The A1 Grand Prix of Nations race series could be coming back with a new name.
Pole Position: the A10 World Series needs new people behind the wheel
Intrigue and rumours currently abound of another A1 Grand Prix of Nations style of race series called the A10 World Series. The mastermind behind the original A1GP series back in 2003 was, of course Sheikh Maktoum Hasher Al Maktoum, who based it around a franchise business model where the teams represented different countries. I attended the inaugural event at Brands Hatch in September 2004 and was stunned by the racing and the number of supporters who were waving their national flags. It was also surprising to find that franchise holders included Alan Jones (Team Australia), Emerson Fittipaldi (Team Brazil), Nicky Lauda (Team Australia), John Surtees (Team GB) and Michael Schumacher's manager, Willi Weber (Team Germany).

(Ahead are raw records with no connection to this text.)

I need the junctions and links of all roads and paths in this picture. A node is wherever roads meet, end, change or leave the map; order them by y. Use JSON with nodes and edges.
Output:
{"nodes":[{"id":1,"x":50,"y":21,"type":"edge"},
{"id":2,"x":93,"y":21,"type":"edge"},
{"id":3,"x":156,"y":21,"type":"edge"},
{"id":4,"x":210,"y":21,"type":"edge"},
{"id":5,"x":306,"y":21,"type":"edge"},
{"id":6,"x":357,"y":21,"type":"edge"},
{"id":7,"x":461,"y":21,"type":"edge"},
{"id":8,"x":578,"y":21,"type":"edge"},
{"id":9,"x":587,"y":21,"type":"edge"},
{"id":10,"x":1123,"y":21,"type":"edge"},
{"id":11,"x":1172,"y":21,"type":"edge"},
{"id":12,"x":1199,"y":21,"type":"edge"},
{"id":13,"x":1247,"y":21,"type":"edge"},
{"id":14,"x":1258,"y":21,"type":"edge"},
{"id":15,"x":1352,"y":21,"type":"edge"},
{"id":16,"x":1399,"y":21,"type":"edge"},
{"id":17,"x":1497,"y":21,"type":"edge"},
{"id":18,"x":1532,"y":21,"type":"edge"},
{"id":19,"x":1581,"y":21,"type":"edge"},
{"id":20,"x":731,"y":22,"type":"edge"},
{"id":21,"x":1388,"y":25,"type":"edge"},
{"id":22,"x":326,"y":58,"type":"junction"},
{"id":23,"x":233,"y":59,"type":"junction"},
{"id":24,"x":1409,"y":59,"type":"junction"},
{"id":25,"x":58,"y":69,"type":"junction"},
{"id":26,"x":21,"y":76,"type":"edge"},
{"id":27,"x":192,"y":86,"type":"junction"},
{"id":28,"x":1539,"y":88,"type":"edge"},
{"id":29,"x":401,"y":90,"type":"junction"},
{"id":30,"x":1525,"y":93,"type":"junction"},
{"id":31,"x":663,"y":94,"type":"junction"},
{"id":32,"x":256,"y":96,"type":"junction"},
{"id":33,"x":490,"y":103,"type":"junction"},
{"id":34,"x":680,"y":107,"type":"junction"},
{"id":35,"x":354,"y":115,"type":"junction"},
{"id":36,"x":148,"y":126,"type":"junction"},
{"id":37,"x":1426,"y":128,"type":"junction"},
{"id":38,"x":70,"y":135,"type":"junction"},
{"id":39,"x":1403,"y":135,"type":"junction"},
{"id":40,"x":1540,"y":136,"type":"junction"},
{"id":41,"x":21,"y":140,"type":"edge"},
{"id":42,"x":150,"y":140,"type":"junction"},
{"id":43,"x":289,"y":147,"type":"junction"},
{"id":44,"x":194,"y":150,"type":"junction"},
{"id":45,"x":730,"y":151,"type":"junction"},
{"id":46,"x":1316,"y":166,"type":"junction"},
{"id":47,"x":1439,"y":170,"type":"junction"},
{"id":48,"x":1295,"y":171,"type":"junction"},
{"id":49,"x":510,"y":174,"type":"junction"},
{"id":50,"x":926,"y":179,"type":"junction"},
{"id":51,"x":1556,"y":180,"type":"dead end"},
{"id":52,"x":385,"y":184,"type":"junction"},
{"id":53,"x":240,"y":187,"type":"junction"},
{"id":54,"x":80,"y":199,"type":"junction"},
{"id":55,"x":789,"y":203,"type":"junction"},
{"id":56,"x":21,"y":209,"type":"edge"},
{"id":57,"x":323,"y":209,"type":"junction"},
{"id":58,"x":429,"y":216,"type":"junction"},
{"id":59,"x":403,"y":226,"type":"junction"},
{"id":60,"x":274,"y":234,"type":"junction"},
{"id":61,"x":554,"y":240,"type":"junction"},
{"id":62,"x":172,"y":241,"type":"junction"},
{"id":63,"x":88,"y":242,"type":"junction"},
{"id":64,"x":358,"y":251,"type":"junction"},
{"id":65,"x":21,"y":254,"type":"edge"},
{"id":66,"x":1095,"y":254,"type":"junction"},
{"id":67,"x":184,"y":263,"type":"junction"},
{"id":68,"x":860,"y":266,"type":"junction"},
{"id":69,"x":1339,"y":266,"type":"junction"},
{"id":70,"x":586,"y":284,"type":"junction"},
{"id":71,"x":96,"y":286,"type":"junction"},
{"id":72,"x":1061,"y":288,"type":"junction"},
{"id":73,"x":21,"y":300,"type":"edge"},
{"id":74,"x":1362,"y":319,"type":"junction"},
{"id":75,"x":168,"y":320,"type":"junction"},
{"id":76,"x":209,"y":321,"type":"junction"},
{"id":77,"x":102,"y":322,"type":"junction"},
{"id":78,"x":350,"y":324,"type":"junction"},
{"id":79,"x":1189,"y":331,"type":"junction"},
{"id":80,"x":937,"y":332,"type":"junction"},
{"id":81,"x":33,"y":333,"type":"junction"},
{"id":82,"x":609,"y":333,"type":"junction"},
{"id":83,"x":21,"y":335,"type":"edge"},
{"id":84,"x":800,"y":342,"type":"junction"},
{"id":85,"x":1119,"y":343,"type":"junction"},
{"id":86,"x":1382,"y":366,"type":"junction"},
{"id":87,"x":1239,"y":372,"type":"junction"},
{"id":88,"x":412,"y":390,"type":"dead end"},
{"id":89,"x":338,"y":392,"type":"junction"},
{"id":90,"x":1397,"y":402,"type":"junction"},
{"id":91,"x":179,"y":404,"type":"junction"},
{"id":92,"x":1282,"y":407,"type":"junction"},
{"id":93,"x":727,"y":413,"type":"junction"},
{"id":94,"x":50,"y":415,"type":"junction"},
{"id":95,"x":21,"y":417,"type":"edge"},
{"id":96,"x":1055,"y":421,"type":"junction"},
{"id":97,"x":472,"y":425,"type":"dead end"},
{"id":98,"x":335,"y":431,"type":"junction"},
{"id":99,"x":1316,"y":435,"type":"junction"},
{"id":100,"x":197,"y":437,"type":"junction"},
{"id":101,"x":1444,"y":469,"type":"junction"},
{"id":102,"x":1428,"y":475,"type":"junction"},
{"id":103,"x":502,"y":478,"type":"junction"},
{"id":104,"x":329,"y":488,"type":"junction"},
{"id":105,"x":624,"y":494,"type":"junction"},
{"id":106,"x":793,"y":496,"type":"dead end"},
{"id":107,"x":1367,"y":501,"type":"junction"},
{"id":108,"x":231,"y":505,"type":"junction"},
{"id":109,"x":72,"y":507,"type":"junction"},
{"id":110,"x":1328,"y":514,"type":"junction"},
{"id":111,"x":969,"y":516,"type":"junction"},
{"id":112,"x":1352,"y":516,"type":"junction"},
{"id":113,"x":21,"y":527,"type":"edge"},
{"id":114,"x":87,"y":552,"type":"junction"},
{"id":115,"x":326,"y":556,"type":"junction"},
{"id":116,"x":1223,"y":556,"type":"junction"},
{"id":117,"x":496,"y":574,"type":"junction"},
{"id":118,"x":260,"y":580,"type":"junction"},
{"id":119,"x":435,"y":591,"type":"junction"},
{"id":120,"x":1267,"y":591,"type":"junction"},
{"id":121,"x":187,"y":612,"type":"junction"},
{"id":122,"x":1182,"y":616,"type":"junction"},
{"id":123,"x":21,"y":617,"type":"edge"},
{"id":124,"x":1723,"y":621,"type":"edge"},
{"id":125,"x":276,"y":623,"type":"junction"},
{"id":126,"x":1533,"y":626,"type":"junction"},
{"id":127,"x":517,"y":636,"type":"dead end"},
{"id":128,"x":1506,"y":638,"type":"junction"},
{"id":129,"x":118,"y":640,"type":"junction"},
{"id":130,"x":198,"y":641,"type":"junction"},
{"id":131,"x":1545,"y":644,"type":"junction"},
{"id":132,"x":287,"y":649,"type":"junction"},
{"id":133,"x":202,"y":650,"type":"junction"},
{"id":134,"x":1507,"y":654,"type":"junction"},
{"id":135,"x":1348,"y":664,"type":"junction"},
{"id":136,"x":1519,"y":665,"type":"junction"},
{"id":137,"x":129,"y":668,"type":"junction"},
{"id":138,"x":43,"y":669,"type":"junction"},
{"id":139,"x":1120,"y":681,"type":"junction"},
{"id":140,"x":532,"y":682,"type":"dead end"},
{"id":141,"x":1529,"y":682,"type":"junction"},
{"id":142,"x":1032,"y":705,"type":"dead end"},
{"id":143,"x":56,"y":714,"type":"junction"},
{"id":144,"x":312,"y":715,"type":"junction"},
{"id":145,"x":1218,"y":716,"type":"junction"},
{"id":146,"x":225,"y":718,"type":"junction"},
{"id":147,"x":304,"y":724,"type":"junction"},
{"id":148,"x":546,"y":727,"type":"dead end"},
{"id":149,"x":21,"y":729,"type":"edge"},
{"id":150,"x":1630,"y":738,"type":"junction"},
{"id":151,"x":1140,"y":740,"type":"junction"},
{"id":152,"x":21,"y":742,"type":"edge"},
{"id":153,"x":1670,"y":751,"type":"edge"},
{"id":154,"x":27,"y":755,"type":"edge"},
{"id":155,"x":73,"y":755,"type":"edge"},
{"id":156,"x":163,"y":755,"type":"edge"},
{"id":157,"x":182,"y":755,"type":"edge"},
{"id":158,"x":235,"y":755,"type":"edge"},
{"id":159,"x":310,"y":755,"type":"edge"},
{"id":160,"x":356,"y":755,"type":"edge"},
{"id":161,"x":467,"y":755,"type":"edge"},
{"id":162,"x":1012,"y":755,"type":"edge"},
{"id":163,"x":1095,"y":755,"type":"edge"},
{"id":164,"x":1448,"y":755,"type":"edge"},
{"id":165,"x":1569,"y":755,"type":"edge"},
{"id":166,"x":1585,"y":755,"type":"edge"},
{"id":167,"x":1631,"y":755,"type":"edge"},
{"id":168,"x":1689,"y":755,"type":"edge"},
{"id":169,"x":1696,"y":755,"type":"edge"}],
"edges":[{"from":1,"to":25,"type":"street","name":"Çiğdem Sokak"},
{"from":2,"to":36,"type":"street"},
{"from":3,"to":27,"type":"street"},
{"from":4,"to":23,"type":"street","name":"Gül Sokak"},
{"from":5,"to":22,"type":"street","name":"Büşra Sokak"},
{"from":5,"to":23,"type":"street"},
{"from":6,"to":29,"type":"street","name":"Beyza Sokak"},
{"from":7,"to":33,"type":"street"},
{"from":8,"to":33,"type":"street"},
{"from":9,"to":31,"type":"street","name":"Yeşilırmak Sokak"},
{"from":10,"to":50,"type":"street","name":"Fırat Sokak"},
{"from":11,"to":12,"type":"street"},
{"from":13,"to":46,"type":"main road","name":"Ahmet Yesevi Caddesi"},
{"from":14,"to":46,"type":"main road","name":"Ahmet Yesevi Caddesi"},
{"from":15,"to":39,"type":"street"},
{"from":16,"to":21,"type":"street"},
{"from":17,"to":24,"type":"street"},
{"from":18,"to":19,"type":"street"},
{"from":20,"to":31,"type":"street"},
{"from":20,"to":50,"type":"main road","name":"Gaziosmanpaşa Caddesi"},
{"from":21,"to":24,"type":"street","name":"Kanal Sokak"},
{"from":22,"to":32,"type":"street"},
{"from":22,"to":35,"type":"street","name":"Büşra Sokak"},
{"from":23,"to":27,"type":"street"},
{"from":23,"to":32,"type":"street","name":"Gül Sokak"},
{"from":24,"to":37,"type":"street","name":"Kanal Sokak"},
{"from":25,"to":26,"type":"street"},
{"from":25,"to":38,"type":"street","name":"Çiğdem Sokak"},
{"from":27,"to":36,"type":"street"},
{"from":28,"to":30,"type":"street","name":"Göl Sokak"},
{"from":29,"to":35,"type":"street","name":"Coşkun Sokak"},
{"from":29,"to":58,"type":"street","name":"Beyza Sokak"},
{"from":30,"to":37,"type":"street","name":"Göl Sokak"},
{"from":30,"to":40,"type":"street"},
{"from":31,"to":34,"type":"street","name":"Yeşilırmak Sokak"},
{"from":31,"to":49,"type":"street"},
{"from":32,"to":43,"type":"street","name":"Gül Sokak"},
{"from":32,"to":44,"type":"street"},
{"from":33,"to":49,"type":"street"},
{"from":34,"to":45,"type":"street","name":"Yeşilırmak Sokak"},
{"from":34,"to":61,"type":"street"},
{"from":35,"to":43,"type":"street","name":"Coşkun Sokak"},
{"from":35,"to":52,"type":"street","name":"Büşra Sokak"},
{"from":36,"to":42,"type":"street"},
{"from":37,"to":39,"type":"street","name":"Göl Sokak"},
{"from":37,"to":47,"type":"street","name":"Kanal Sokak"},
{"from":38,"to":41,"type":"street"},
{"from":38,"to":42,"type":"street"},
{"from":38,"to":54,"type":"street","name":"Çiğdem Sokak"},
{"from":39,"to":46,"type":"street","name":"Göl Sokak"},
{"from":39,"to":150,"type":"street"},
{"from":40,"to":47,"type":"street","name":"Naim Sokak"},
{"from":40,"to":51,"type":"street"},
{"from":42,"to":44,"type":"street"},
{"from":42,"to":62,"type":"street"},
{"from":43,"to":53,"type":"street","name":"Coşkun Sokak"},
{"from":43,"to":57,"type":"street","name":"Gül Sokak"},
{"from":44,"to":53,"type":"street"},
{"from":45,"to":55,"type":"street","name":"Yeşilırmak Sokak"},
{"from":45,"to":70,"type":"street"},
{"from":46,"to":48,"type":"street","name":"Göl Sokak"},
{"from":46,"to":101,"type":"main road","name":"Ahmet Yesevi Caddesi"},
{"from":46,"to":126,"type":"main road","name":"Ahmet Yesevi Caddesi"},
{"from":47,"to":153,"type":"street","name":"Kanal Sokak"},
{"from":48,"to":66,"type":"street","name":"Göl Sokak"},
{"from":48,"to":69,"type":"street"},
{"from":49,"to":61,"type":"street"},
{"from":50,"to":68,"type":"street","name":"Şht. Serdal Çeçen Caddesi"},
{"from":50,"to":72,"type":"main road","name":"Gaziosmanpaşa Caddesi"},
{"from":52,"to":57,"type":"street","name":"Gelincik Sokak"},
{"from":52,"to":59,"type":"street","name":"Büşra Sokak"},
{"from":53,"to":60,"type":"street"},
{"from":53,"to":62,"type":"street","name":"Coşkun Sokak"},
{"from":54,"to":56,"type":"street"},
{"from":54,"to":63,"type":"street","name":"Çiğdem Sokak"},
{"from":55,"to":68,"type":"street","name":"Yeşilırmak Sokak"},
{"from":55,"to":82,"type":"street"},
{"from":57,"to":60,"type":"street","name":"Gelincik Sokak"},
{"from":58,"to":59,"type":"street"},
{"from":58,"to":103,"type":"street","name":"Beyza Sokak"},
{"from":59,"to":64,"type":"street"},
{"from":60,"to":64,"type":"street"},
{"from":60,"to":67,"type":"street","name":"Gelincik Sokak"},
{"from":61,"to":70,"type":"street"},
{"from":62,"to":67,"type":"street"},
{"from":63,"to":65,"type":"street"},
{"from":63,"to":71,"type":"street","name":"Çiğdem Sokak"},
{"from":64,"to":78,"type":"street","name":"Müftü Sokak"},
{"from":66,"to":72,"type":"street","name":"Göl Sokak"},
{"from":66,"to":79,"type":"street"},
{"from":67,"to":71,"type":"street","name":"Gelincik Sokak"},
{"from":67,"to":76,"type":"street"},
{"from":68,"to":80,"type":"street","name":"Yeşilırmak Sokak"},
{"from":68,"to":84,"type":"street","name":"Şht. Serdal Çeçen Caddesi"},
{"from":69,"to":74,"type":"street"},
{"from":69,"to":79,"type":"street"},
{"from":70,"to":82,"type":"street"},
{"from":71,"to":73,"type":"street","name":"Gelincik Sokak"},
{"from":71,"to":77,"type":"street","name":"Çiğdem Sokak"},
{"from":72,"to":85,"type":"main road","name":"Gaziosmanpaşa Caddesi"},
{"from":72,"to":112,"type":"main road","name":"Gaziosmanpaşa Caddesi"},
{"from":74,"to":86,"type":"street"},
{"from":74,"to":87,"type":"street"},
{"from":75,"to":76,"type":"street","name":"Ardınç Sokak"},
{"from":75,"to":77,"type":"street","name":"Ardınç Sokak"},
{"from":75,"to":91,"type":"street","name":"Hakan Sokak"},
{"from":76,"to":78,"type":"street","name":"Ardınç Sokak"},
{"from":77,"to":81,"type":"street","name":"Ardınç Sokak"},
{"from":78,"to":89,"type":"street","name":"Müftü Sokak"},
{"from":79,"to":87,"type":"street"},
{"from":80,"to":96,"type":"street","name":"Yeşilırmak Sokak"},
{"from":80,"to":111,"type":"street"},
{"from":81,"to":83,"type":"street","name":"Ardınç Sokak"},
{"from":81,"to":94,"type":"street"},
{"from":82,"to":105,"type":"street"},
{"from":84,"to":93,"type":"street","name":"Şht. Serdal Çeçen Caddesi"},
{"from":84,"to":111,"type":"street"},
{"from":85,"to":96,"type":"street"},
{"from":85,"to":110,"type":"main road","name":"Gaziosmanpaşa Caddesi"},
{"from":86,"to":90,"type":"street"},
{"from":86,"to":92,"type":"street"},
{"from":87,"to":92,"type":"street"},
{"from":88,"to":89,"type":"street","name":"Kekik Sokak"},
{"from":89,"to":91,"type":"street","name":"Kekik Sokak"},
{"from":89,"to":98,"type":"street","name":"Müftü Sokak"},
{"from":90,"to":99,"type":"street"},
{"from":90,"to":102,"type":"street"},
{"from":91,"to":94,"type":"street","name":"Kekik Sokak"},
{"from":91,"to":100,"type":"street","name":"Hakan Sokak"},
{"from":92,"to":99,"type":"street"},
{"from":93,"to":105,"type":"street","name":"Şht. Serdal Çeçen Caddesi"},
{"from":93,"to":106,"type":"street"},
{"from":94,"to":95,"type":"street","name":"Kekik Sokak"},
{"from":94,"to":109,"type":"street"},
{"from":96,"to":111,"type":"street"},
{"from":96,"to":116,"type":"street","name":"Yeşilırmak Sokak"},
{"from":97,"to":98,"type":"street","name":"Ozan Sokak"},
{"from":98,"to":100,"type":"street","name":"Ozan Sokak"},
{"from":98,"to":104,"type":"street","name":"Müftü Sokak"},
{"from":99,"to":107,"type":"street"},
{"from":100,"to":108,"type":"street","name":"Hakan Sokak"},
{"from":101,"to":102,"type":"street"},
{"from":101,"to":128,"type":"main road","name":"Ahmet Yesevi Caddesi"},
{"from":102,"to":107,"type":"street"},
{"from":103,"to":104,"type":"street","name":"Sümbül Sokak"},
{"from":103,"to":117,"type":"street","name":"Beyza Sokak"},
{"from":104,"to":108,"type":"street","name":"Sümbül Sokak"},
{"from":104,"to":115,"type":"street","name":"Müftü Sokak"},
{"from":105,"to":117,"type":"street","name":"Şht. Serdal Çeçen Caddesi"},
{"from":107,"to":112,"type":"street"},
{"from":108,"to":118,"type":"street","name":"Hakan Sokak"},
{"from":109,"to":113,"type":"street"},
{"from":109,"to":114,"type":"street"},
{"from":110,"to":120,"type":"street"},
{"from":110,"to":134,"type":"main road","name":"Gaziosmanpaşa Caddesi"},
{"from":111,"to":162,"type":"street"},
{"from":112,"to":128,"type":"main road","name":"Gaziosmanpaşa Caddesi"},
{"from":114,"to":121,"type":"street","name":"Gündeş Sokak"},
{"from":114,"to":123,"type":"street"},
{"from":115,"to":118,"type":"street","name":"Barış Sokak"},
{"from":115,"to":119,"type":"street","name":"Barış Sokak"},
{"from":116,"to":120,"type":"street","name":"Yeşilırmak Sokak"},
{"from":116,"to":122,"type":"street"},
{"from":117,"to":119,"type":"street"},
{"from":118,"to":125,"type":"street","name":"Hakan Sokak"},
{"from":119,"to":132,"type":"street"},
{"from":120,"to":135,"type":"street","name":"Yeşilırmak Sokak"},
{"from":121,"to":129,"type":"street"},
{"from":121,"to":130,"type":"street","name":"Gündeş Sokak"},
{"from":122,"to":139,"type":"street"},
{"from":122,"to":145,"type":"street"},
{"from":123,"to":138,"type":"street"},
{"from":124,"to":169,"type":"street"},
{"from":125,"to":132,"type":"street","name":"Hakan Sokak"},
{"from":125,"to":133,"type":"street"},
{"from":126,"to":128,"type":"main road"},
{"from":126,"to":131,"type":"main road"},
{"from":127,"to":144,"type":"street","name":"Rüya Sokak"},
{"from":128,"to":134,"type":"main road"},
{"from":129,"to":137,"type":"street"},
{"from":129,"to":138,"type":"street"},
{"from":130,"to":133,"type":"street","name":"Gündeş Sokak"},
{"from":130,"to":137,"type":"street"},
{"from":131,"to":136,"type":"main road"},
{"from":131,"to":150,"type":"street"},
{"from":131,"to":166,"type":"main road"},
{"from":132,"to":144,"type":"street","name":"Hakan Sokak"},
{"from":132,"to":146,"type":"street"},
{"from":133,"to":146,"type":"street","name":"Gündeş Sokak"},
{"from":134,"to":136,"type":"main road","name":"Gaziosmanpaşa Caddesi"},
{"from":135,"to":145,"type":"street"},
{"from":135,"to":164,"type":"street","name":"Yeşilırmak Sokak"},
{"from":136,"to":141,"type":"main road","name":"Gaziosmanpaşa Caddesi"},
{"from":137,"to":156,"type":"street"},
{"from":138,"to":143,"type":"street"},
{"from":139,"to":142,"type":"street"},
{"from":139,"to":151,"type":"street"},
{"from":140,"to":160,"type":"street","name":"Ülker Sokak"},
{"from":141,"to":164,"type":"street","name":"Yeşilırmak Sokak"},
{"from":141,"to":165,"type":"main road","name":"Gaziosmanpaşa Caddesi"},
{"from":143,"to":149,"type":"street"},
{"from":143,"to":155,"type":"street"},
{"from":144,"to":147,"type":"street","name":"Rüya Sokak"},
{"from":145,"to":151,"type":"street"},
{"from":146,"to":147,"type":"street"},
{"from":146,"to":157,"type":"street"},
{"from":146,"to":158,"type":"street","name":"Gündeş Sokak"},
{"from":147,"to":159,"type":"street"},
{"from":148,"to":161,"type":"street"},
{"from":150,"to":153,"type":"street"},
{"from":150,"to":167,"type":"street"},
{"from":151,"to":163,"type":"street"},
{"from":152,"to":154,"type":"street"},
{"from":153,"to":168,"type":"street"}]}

Sheikh Maktoum sold his stake in late 2006 and the series continued without him, it is now owned and run by Tony Texeira, and pitched nation against nation in a novel concept that enabled a number of countries to compete despite having no motor racing infrastructure themselves.
But by the time the fifth season was about to start in late 2009, the organisers were in serious financial trouble, and the cars were impounded in the UK, allegedly to be awaiting payment of large invoices for airfreight. Many other major suppliers were reported to be awaiting payments. It all fell apart and events scheduled for China, Malaysia and Holland were cancelled.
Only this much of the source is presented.